毎日のように続けられていた首相の記者会見を見ていると、首相と記者の関係が主人と下僕の関係を思わせるものになっていた。マスコミ関係者によると、各新聞社がぶら下がり会見には新人記者たちを送り込んでいるので、どうしても記者たちの方が位負けしてしまうのだ弁明する。たしかに、首相を取り囲む記者たちは若手ばかりでベテラン記者の姿は見えない。

これと対照的なのが、タレントの記者会見である。ベテラン芸能記者がズケズケ突っ込んだ質問をしても、タレントは丁寧に応答して怒りの色を見せない。タレントは芸能記者が全国のファンを代表していると感じているが故に、相手を粗略に扱わないのである。

ところが、政治家は自分に群がってくる記者たちを国民の代表とは考えていない。記者たちを餌を求めて集まってくる犬の群れのように眺め、彼らに飯の種を与えてやっているのはこっちの方だと思い上がっている。記者たちは、こういう不遜な政治家に遠慮なく筆誅を加えるべきなのだ。だが、そこが日本という下僕社会に生きる悲しさである。目上の者に理由もなくひざまづくという、もはや習い性となっている悪癖から、政治家の前に頭を垂れ平伏してしまうのだ。
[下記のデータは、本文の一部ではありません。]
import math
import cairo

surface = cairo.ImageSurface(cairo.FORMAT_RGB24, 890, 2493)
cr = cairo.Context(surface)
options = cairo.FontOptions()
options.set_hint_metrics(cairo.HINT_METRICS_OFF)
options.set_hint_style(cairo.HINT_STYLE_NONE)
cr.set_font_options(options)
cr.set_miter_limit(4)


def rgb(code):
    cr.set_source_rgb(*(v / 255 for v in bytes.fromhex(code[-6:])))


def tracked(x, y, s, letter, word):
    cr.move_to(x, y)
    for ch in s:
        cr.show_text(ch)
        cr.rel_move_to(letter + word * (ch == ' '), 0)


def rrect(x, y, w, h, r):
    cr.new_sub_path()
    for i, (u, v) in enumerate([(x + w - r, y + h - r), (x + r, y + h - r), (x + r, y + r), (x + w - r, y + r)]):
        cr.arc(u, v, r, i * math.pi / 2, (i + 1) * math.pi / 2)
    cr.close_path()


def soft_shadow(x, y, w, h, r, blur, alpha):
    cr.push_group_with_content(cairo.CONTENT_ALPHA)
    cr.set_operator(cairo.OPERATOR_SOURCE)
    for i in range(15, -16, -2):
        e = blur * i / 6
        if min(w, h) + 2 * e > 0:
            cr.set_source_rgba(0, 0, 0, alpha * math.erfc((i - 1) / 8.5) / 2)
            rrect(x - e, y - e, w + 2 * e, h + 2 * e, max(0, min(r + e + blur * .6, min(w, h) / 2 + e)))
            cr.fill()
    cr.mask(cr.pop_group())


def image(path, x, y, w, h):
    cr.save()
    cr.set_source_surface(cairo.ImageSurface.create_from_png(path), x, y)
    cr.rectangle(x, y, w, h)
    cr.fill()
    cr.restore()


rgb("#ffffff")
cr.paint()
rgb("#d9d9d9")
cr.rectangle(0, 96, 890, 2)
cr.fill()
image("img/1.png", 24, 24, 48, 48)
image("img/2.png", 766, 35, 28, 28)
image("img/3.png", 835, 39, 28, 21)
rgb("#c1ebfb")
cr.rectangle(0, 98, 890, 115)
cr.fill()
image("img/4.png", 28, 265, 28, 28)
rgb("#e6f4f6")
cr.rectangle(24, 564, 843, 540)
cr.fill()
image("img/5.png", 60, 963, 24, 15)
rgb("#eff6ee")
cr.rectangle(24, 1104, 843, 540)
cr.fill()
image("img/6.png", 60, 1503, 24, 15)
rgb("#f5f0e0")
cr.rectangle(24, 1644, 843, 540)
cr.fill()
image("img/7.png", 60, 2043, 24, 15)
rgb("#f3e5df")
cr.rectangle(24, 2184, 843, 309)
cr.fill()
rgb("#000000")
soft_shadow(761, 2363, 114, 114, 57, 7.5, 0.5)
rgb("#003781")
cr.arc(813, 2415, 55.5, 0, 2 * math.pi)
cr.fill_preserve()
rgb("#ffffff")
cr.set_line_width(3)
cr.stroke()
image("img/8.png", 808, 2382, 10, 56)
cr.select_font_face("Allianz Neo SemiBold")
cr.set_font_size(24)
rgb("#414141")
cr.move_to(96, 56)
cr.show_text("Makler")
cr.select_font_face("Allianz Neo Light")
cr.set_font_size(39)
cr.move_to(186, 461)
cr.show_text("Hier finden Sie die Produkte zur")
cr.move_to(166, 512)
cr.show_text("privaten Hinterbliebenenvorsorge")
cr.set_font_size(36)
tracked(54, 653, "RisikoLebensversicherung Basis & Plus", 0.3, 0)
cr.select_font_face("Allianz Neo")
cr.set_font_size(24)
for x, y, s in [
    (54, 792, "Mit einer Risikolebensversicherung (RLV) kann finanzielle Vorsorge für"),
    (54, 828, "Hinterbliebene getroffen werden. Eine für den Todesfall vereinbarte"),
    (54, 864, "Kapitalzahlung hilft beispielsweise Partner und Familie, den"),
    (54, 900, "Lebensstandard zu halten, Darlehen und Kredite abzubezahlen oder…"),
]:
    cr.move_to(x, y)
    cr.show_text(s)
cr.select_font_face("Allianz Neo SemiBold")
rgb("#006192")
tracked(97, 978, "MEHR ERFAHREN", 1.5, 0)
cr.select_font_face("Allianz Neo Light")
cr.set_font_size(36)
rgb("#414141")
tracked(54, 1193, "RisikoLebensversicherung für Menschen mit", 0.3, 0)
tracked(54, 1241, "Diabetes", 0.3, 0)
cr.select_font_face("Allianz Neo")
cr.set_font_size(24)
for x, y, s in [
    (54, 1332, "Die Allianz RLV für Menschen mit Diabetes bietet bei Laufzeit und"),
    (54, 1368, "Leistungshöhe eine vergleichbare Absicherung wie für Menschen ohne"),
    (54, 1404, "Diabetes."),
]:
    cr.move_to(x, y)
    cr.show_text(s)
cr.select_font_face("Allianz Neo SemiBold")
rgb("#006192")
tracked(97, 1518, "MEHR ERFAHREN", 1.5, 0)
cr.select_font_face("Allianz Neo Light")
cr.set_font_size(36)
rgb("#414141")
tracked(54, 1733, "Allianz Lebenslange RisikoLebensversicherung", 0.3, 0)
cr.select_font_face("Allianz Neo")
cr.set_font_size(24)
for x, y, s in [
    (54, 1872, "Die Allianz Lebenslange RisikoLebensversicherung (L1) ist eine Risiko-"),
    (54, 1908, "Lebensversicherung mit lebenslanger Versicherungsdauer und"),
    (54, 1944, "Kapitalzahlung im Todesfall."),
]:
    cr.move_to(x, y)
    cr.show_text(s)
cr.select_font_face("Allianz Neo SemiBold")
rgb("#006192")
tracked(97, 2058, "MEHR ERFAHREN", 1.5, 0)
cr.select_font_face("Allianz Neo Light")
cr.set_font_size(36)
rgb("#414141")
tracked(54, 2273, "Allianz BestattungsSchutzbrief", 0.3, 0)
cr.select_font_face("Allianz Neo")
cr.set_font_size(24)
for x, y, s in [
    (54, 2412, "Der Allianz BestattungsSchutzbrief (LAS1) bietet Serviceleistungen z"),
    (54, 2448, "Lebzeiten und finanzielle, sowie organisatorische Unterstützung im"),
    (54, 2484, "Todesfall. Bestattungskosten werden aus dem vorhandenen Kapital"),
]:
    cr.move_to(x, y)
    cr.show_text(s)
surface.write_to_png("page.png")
首相が新聞記者に傲慢な態度で臨むのは、首相自身も下僕社会で生きてきたからだ。首相候補まで上り詰めるまでに、彼らは「雑巾がけ」という下回りの仕事に精出してきた。麻生太郎も総理になる以前に、小泉首相の肩の雲脂(ふけ)を払ってやっていたそうだし、佐藤栄作は丁稚奉公のように身を屈して吉田茂首相に仕えていたと言われる。下僕として生きてきた人間は、少しでも地位が上がると、今度は自分より下位の人間を下僕扱いするものである。

先日、NHKの「日本海軍400時間の証言」という番組を見ていたら、特攻攻撃を支持した海軍幹部のある人物が、「一億特攻隊」を提唱したという証言があった。日本陸軍の指導層には、「一億玉砕」を呼号するものがいたし、陸軍も海軍も頭が狂っていたとしか思えない。彼らは、天皇中心の国体を守るために、国民全員が特攻隊になり、国民全員が玉砕すべきだと考えていた。彼らは、国民全員が玉砕した後、天皇一家だけが残るという不気味な光景を想像したことがあるだろうか。馬鹿も休み休み言うことだ。

「日本海軍400時間の証言」には、戦後になって海軍省の幹部らが、天皇の戦争責任を転嫁するために、責めを東条英機一人に集中させる工作を行ったという証言もあった。──日本的下僕根性の根源は、このへんにあるのかもしれない。